[Opening Input data section]

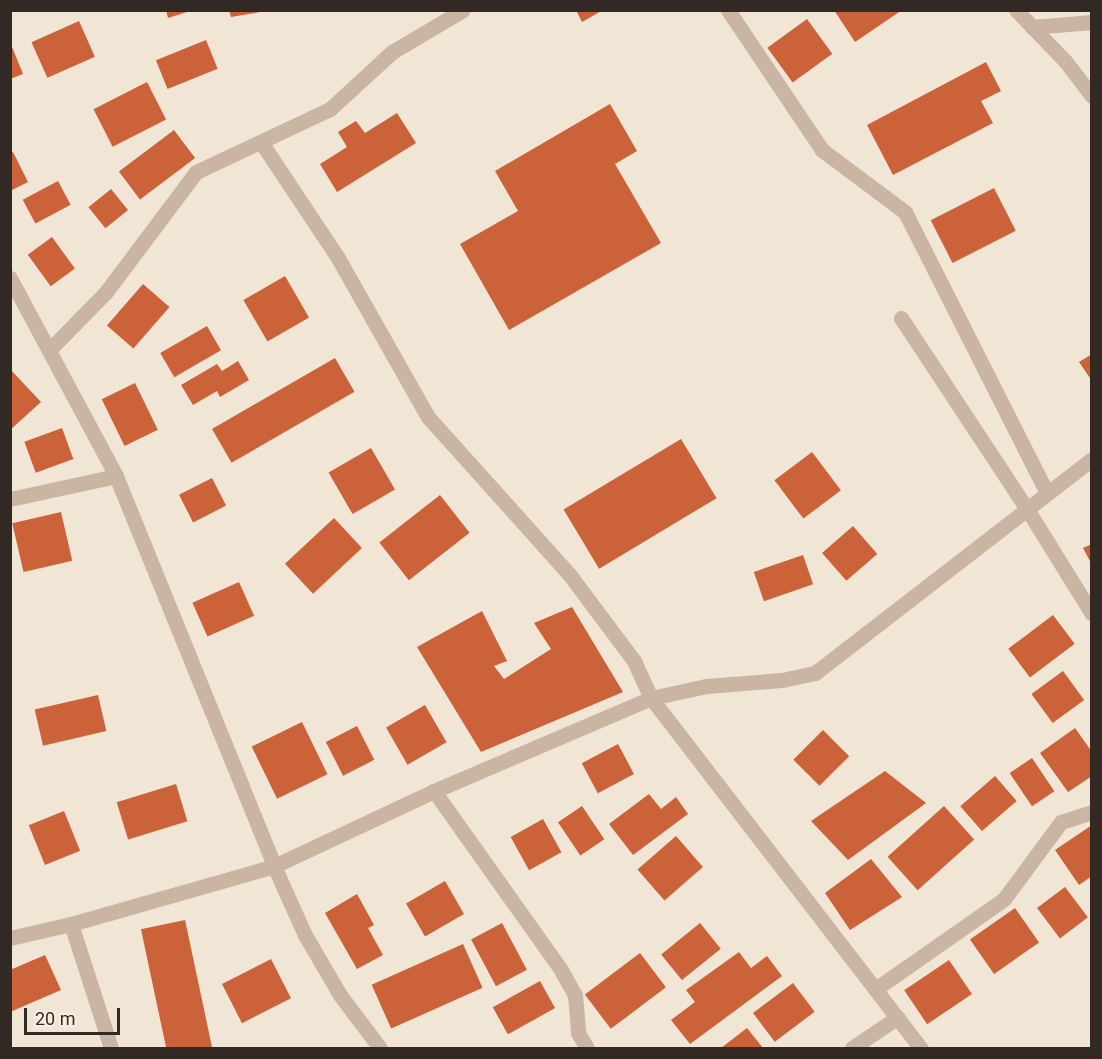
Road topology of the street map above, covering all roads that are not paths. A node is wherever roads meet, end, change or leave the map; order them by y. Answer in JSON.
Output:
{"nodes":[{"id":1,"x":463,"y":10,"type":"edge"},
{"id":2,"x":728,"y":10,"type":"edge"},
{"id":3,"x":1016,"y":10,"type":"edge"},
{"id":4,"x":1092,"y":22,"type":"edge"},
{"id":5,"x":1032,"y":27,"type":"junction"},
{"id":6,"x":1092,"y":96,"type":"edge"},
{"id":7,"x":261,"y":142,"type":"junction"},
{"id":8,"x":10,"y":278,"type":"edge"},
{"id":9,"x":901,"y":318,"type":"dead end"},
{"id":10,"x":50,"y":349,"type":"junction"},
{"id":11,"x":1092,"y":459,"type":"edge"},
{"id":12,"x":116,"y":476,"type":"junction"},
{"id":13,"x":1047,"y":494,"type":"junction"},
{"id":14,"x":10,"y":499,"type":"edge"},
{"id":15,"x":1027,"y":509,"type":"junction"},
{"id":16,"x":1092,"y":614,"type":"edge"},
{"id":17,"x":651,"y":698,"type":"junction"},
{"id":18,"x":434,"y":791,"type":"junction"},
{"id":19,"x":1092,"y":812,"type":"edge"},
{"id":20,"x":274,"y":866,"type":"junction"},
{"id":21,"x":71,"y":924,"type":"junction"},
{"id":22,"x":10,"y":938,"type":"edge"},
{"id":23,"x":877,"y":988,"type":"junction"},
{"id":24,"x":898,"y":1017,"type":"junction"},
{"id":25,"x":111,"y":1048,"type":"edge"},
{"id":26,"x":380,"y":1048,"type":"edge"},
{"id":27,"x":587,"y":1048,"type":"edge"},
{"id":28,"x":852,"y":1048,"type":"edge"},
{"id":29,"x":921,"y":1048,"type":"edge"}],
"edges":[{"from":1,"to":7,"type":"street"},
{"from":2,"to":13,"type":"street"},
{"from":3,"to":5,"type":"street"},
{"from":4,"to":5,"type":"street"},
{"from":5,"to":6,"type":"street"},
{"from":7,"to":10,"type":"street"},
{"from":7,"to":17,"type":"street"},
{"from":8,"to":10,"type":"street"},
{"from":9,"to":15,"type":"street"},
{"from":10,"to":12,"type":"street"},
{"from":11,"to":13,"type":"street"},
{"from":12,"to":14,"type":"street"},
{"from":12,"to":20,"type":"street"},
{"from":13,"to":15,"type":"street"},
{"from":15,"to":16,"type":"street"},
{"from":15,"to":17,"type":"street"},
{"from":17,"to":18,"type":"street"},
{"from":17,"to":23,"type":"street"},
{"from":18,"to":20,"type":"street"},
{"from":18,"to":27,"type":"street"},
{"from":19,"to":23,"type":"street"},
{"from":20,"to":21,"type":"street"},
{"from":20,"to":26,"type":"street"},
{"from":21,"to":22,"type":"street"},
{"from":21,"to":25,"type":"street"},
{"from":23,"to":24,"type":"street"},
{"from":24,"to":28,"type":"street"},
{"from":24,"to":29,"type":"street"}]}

[Closing Input data section]
[Opening Input data section]

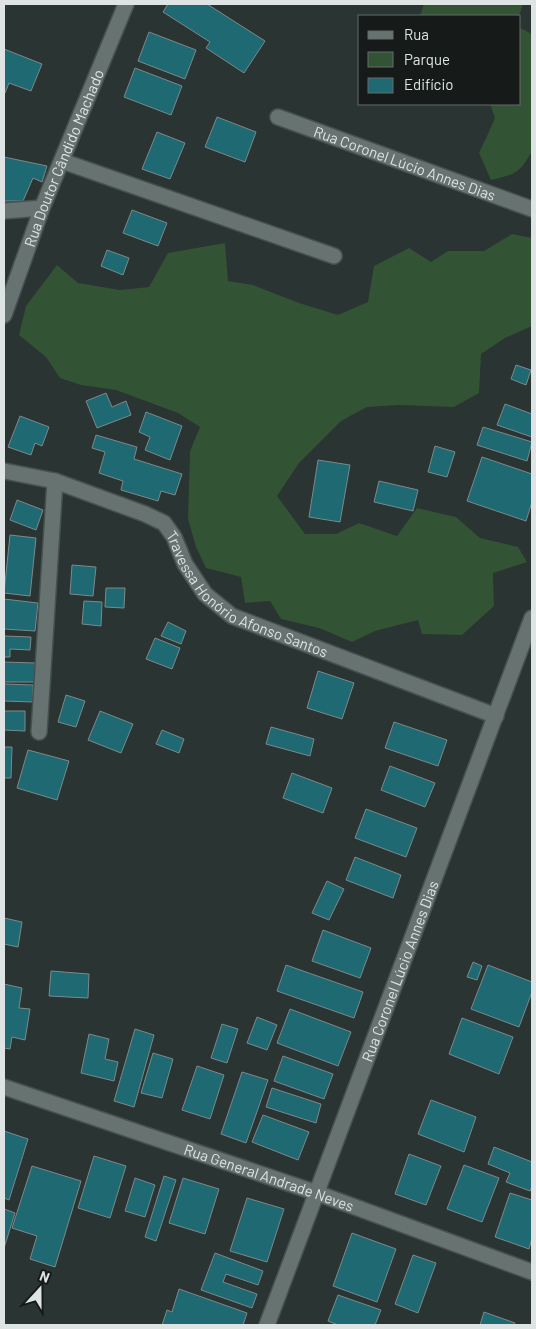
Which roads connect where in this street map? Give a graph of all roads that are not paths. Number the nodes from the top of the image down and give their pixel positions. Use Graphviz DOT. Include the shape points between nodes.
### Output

[Closing Input data section]

Problem description:
Look through the records above and please copy every line in which the string "that" occurs.

Solution:
Road topology of the street map above, covering all roads that are not paths. A node is wherever roads meet, end, change or leave the map; order them by y. Answer in JSON.
Which roads connect where in this street map? Give a graph of all roads that are not paths. Number the nodes from the top of the image down and give their pixel positions. Use Graphviz DOT. Include the shape points between nodes.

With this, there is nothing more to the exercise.